▶ **Input records**

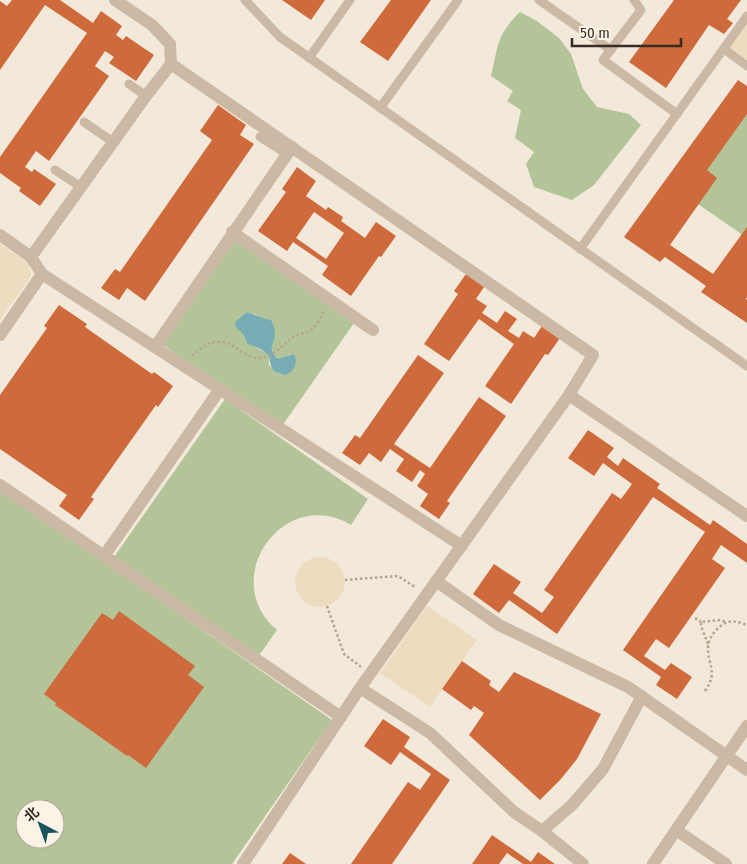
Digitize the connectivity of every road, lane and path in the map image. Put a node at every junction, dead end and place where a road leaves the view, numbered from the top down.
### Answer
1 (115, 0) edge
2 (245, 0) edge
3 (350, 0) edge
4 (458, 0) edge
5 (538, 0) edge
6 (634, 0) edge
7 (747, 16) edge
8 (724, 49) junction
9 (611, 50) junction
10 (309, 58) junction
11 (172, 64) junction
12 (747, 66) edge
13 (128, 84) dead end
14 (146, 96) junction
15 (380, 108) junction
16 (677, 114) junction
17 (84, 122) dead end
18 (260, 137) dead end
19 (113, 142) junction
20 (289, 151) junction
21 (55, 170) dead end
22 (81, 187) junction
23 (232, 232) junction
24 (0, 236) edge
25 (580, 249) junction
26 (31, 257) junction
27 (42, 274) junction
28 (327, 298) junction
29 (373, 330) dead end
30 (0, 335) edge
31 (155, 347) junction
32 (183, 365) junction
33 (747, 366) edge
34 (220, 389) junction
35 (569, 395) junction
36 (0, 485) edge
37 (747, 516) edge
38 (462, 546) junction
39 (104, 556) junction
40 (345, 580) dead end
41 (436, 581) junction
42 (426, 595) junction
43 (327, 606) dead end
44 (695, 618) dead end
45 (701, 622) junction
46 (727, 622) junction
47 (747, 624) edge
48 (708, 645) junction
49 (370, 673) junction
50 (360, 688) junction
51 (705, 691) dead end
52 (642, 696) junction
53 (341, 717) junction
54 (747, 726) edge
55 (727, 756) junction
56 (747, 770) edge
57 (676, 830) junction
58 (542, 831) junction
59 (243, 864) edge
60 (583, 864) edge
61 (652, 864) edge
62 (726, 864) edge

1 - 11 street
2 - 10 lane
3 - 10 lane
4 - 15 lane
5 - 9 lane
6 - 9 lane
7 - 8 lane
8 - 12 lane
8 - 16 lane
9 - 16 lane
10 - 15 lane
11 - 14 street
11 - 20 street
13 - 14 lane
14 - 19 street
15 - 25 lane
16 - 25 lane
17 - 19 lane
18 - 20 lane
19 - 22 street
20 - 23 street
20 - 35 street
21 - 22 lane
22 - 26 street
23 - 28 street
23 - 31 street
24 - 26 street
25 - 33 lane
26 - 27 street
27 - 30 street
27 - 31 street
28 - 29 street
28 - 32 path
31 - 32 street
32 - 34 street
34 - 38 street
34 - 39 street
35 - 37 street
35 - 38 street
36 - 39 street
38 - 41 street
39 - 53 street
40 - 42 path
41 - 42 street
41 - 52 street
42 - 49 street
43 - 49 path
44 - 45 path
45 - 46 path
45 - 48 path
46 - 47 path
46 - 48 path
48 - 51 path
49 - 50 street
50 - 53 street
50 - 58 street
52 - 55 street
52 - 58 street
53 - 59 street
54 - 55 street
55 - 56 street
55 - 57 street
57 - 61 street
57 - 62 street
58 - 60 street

▶ **Your instructions**
Examine each line of the records above and tally those with the string "path". State the total alone.

▶ **Response area**
10